▶ Assignment
Nothing but the text should be carried over: reproduce all the data exactly and leave out every image.

==============================

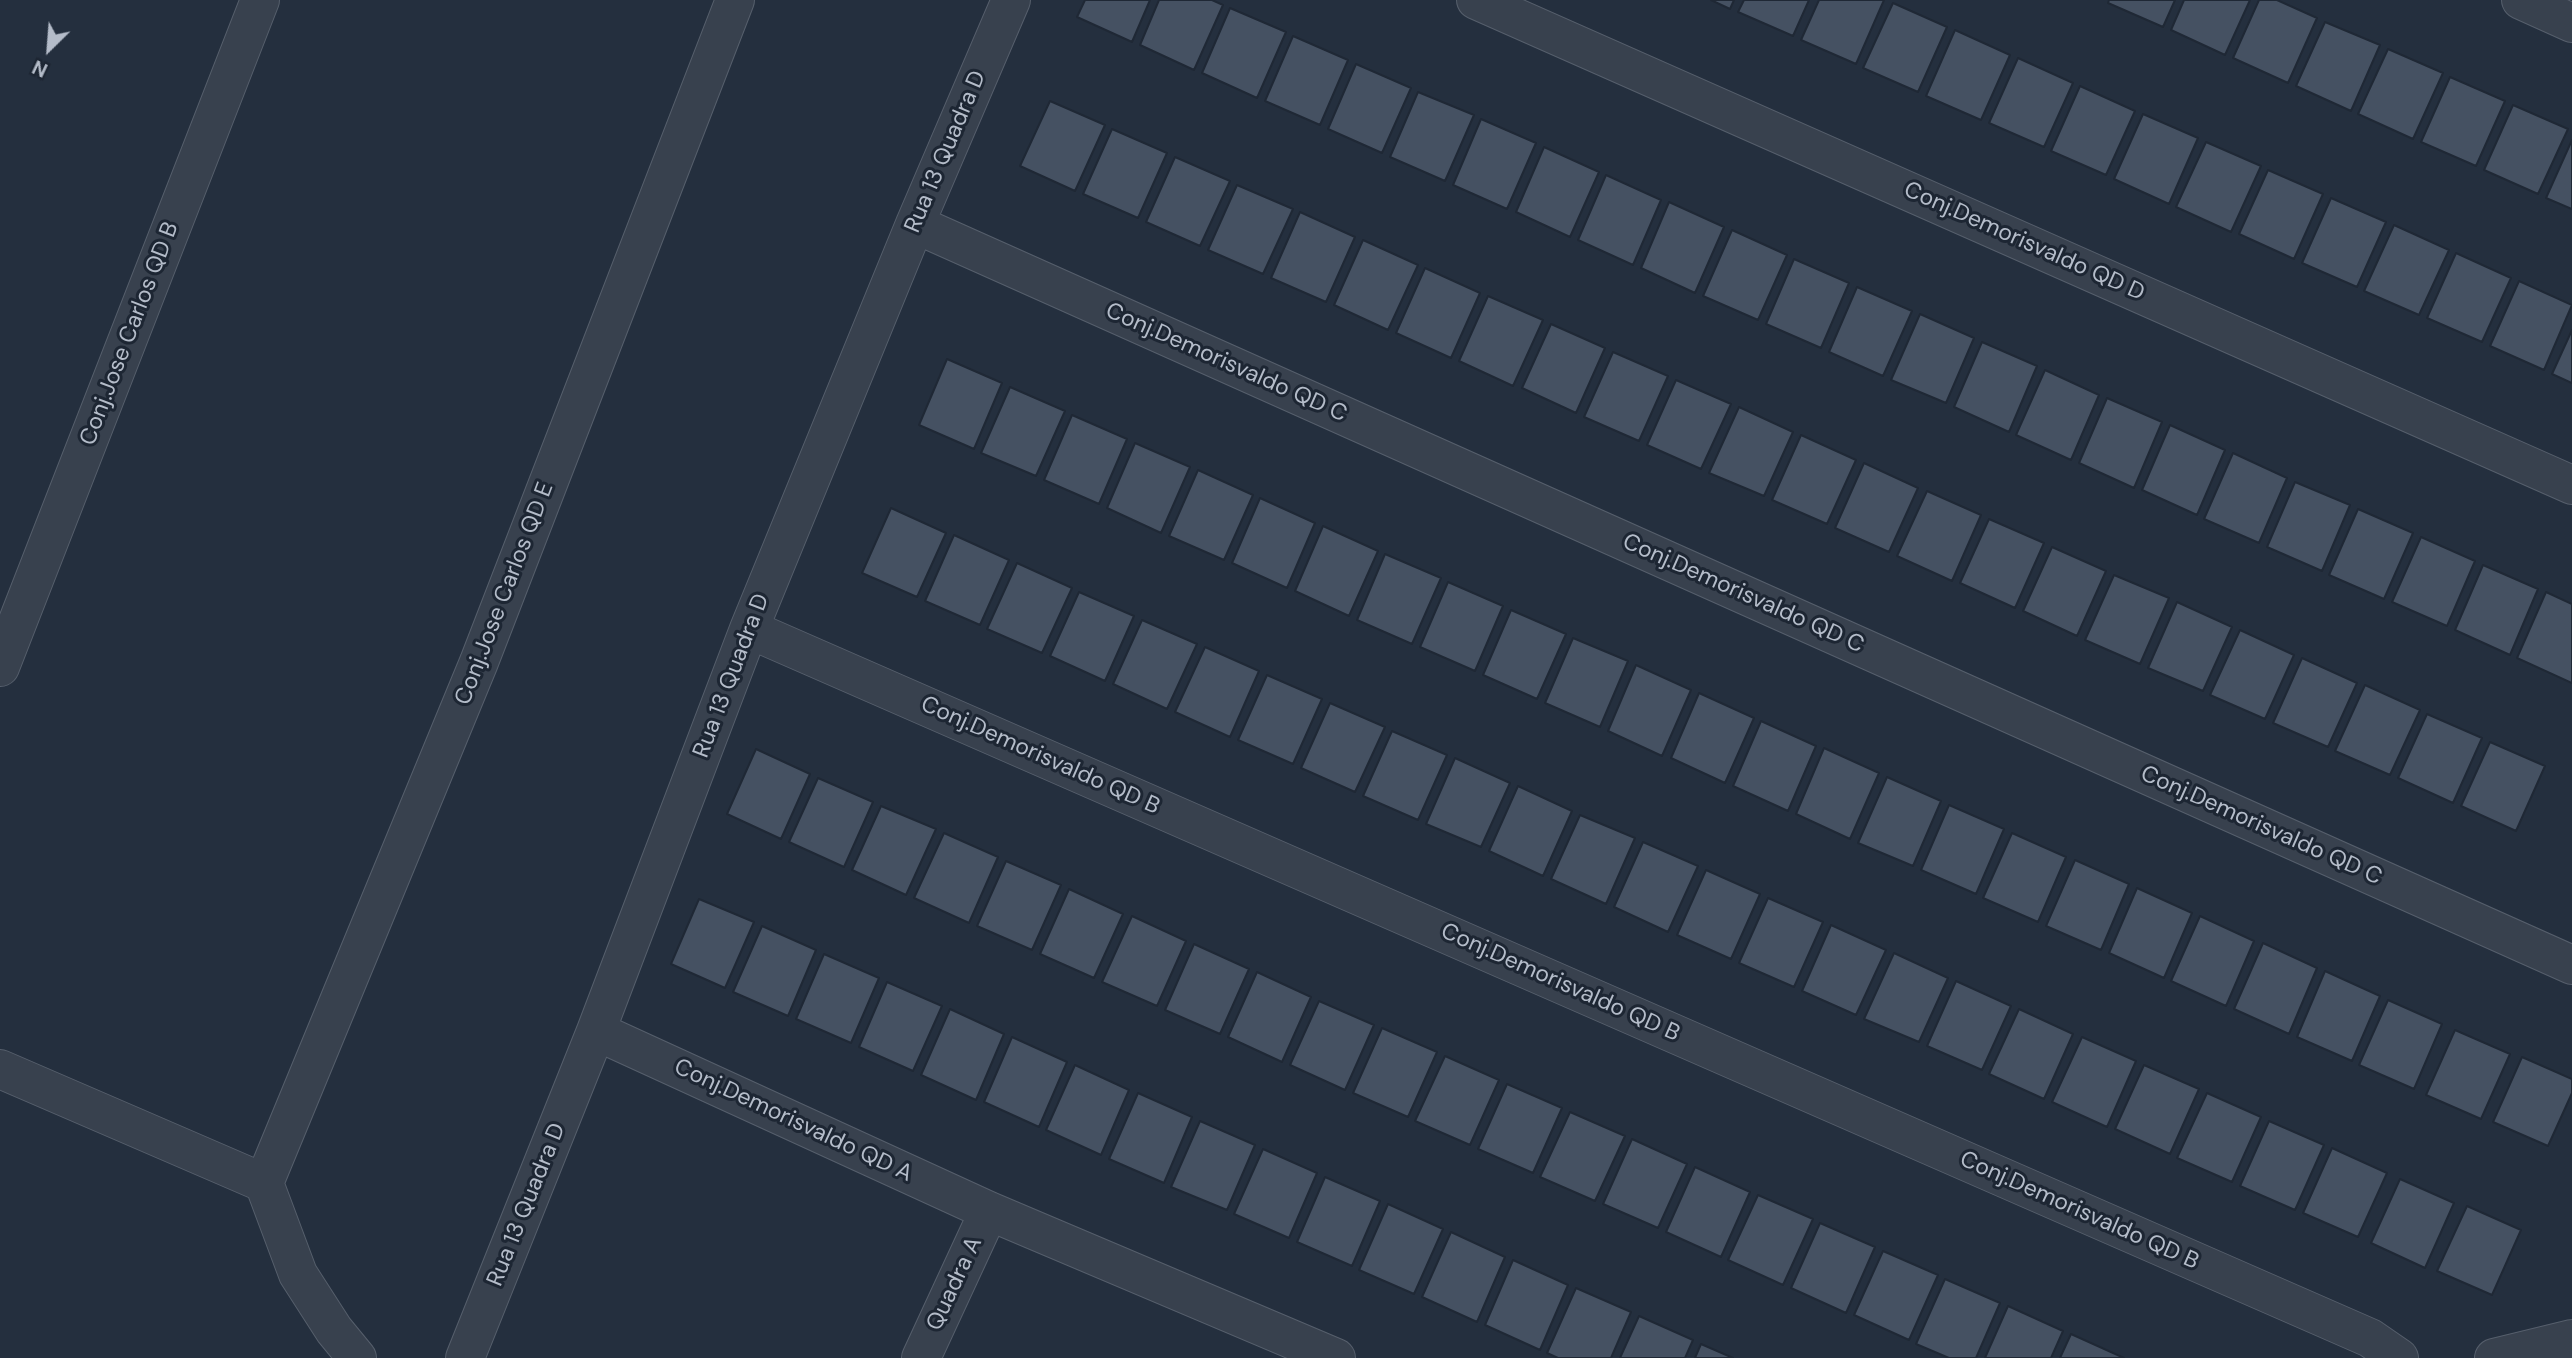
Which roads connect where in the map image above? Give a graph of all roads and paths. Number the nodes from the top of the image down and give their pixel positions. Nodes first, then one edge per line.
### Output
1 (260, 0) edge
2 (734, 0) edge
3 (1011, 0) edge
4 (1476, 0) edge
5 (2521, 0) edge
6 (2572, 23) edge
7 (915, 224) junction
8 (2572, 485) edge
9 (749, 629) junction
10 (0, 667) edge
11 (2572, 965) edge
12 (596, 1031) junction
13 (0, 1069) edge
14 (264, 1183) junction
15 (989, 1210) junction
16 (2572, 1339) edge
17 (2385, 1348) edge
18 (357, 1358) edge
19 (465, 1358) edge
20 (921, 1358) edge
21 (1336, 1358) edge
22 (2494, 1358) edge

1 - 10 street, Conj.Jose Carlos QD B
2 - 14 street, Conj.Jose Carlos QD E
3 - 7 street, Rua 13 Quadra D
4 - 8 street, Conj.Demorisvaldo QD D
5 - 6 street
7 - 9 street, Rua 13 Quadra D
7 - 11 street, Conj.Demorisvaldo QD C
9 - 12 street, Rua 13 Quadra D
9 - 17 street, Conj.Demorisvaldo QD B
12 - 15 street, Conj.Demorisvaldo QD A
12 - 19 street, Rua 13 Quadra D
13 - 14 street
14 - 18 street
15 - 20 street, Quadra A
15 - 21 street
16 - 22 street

==============================

▶ Response box
Which roads connect where in the map image above? Give a graph of all roads and paths. Number the nodes from the top of the image down and give their pixel positions. Nodes first, then one edge per line.
### Output
1 (260, 0) edge
2 (734, 0) edge
3 (1011, 0) edge
4 (1476, 0) edge
5 (2521, 0) edge
6 (2572, 23) edge
7 (915, 224) junction
8 (2572, 485) edge
9 (749, 629) junction
10 (0, 667) edge
11 (2572, 965) edge
12 (596, 1031) junction
13 (0, 1069) edge
14 (264, 1183) junction
15 (989, 1210) junction
16 (2572, 1339) edge
17 (2385, 1348) edge
18 (357, 1358) edge
19 (465, 1358) edge
20 (921, 1358) edge
21 (1336, 1358) edge
22 (2494, 1358) edge

1 - 10 street, Conj.Jose Carlos QD B
2 - 14 street, Conj.Jose Carlos QD E
3 - 7 street, Rua 13 Quadra D
4 - 8 street, Conj.Demorisvaldo QD D
5 - 6 street
7 - 9 street, Rua 13 Quadra D
7 - 11 street, Conj.Demorisvaldo QD C
9 - 12 street, Rua 13 Quadra D
9 - 17 street, Conj.Demorisvaldo QD B
12 - 15 street, Conj.Demorisvaldo QD A
12 - 19 street, Rua 13 Quadra D
13 - 14 street
14 - 18 street
15 - 20 street, Quadra A
15 - 21 street
16 - 22 street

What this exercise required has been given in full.